Stored data:

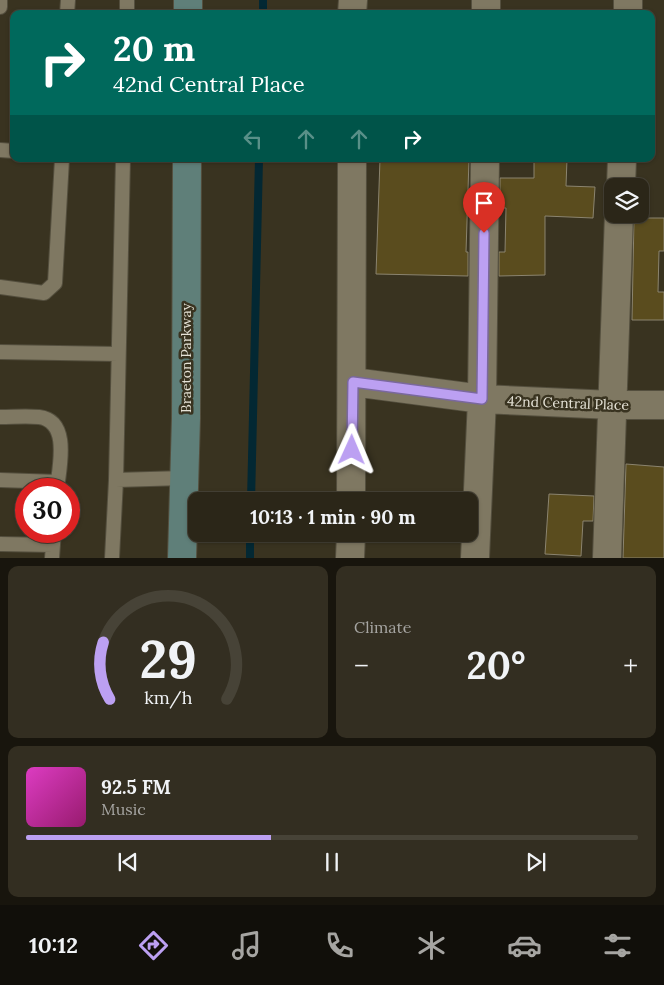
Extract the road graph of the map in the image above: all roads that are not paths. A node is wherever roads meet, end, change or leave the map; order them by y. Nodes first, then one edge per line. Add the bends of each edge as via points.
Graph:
1 (0, 0) edge
2 (0, 7) edge
3 (62, 162) edge
4 (123, 162) edge
5 (188, 162) edge
6 (352, 162) edge
7 (485, 162) edge
8 (622, 162) edge
9 (621, 178) edge
10 (619, 223) edge
11 (0, 287) edge
12 (0, 352) edge
13 (118, 354) junction
14 (353, 382) junction
15 (482, 399) junction
16 (664, 404) edge
17 (612, 405) junction
18 (0, 417) edge
19 (58, 478) edge
20 (184, 478) junction
21 (0, 480) edge
22 (116, 480) junction
23 (15, 481) edge
24 (351, 492) edge
25 (351, 542) edge
26 (0, 544) edge
27 (53, 545) edge
28 (112, 558) edge
29 (182, 558) edge
30 (350, 558) edge
31 (476, 558) edge
32 (607, 558) edge

1 - 2 lane
3 - 11 lane via 55,283 44,293
4 - 13 lane
5 - 20 main road, Braeton Parkway
6 - 14 street
7 - 15 street
8 - 9 street
10 - 17 street
12 - 13 lane
13 - 22 lane
14 - 15 street, 42nd Central Place
14 - 24 street
15 - 17 street, 42nd Central Place
15 - 31 street
16 - 17 street, 42nd Central Place
17 - 32 street
18 - 19 lane via 41,417 55,427 60,444
20 - 22 lane
20 - 29 main road, Braeton Parkway
21 - 23 lane
22 - 28 lane
25 - 30 street
26 - 27 lane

Task directions: What is needed is a word-for-word copy of the records above, excluding pictures.

Written solution:
Extract the road graph of the map in the image above: all roads that are not paths. A node is wherever roads meet, end, change or leave the map; order them by y. Nodes first, then one edge per line. Add the bends of each edge as via points.
Graph:
1 (0, 0) edge
2 (0, 7) edge
3 (62, 162) edge
4 (123, 162) edge
5 (188, 162) edge
6 (352, 162) edge
7 (485, 162) edge
8 (622, 162) edge
9 (621, 178) edge
10 (619, 223) edge
11 (0, 287) edge
12 (0, 352) edge
13 (118, 354) junction
14 (353, 382) junction
15 (482, 399) junction
16 (664, 404) edge
17 (612, 405) junction
18 (0, 417) edge
19 (58, 478) edge
20 (184, 478) junction
21 (0, 480) edge
22 (116, 480) junction
23 (15, 481) edge
24 (351, 492) edge
25 (351, 542) edge
26 (0, 544) edge
27 (53, 545) edge
28 (112, 558) edge
29 (182, 558) edge
30 (350, 558) edge
31 (476, 558) edge
32 (607, 558) edge

1 - 2 lane
3 - 11 lane via 55,283 44,293
4 - 13 lane
5 - 20 main road, Braeton Parkway
6 - 14 street
7 - 15 street
8 - 9 street
10 - 17 street
12 - 13 lane
13 - 22 lane
14 - 15 street, 42nd Central Place
14 - 24 street
15 - 17 street, 42nd Central Place
15 - 31 street
16 - 17 street, 42nd Central Place
17 - 32 street
18 - 19 lane via 41,417 55,427 60,444
20 - 22 lane
20 - 29 main road, Braeton Parkway
21 - 23 lane
22 - 28 lane
25 - 30 street
26 - 27 lane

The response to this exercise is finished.